Baroness O’Loan’s Infant (Born Alive) Protection Bill received its First Reading this morning after being drawn at number seventeen in the House of Lords Private Members’ Bill ballot.
The Bill’s long title is “A Bill to require that an infant born alive after an attempted termination of pregnancy receives appropriate medical treatment and care; to make provision about enforcement of that requirement; and for connected purposes.”
The date for Second Reading is yet to be announced.
This is the second pro-life Bill to be introduced to the House of Lords this week. On Tuesday 9 June, Lord Moylan’s Complications from Abortions (Annual Report) Bill received its First Reading in the House of Lords, having been drawn in fourteenth place in the House of Lords’ Private Members’ Bill ballot.
The procedure for House of Lords Private Members’ Bills
At the beginning of each session of Parliament, two days after the State Opening of Parliament, a ballot is held to select and allocate the order in which the first 25 Private Members’ Bills will be introduced in the House of Lords. Usually, a large number of Peers enter the ballot, providing a short and long title of their bill. The order of the ballot determines the order in which the bills receive their First Reading in the House.
Private Members’ Bills in the Lords do not generally get enough allocated time to be able to progress through all their stages in the House of Lords, but if they do, they can then be supported by an MP and continue in the Commons.
However, in the Commons, Lords Private Members’ Bills do not have priority over bills introduced by MPs, so unless the Government chooses to give them time, they rarely become law.
Peers usually use Private Members’ Bills as an opportunity to raise the profile of an important issue by having it debated in the Lords, and through accompanying campaigning and media opportunities.
Following the publicity and momentum for reform that this generates, a law change may then be secured at a later date through another mechanism, such as a Private Members’ Bill in the Commons or a Government Bill, or an amendment to it.
Babies born alive after an attempted abortion
Following a change in the law during the last Parliament, so that it is no longer illegal for women to perform their own abortions for any reason, including sex-selective purposes, and at any point up to and during birth, Baroness O’Loan’s Infant (Born Alive) Protection Bill aims to ensure that the law is clear regarding the protections due to babies born alive following an attempted abortion.
The change to the law introduced earlier this year through the Crime and Policing Act 2026 will likely lead to a significant increase in the number of women performing dangerous late-term abortions at home, endangering the lives of many more women.
It will also likely lead to an increased number of viable babies’ lives being ended well beyond the 24-week abortion time limit and beyond the point at which they would be able to survive outside the womb.
Tonia Antoniazzi MP, who brought forward this law change, said in an interview that she was comfortable with women being able to abort a viable baby at 37 weeks.
91% of 28,000 respondents to a poll run by The Telegraph said they were opposed to the extreme law change that was subsequently made.
High numbers of babies born alive after abortions in Australian states after abortion “decriminalised”
Following law changes to “decriminalise” abortion, starting with Victoria in 2008, abortion is now allowed up to birth in all states of Australia.
State laws in Australia allow for abortion right through to birth on physical, psychological and social grounds when approved by two doctors; these can be the abortion operating surgeon and anaesthetist.
This has, in practice, allowed for de facto abortion on demand, for any reason, right through to birth in Australia.
In the state of Victoria, of 310 late-term abortions (after 20 weeks), 33 babies were born alive and subsequently died.
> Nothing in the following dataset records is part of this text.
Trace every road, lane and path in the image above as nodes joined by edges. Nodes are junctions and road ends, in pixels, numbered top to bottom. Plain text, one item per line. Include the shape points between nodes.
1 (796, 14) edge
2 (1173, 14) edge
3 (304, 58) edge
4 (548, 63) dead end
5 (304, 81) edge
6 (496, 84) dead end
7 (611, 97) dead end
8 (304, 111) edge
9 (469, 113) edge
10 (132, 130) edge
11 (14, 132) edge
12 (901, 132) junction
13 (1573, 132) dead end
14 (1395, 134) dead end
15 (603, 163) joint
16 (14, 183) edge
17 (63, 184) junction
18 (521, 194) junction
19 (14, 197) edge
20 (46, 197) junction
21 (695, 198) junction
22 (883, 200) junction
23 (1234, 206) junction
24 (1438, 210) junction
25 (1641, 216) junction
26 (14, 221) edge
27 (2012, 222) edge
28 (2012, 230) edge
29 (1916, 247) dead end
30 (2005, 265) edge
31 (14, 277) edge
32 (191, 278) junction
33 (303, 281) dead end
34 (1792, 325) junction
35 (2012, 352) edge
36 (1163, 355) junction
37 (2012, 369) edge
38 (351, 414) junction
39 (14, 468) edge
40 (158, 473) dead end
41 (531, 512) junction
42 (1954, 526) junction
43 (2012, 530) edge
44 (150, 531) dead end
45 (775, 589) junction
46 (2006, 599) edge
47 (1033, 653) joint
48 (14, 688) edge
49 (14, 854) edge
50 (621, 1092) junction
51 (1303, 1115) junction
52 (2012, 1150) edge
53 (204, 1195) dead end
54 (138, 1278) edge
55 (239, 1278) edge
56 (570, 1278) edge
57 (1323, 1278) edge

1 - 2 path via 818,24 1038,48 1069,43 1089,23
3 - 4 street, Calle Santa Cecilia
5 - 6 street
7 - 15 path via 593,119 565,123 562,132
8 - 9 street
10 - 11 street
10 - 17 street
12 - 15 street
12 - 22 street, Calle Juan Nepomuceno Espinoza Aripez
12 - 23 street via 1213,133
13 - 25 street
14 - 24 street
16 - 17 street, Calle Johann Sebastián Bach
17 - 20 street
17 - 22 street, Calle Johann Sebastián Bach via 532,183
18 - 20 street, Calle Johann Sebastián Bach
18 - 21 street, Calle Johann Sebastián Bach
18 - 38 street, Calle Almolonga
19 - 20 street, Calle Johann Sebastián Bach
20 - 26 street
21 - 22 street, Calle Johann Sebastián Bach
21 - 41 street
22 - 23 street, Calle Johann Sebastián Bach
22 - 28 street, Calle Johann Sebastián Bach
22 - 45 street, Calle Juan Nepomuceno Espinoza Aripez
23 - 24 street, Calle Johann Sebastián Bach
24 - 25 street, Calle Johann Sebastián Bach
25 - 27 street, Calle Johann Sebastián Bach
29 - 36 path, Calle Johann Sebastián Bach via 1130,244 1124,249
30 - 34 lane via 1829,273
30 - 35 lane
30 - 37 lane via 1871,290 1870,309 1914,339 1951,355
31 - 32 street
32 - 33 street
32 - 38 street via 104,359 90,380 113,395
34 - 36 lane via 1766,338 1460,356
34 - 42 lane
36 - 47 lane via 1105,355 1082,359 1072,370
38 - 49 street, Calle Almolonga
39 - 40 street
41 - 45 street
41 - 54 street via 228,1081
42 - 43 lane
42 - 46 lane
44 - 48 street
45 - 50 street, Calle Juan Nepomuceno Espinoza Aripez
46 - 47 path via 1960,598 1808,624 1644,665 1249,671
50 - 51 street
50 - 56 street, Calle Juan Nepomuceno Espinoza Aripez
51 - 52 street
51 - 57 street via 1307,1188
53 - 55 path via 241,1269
These deaths were recorded as “neonatal deaths” rather than deaths by abortion.
In 2008, a UK report found that 66 infants were born alive after NHS terminations in one year. The majority of those 66 babies took over an hour to die.
In the state of Victoria, scores of babies have been left to die after being born alive following a number of ‘failed’ terminations, according to one official review.
The review reported that in 2011 there were 40 ‘terminations of pregnancy’ after 20 weeks ‘resulting in live birth’. Victoria’s population of 5.5 million is just a tenth of Britain’s.
Between 2005 and 2015, 204 babies were born alive as a result of abortions in Queensland.
Spokesperson for Right To Life UK, Catherine Robinson, said “Babies born alive following an abortion should have the same rights and receive the same standard of care as any other baby born at the same gestation. Sadly, the fact that it is no longer illegal for women to perform their own abortions for any reason, including sex-selective purposes, and at any point up to and during birth, means that late-term abortions outside a clinical setting are far more likely. Babies who survive such abortions need the full protection of the law, as Baroness O’Loan’s important Bill would ensure”.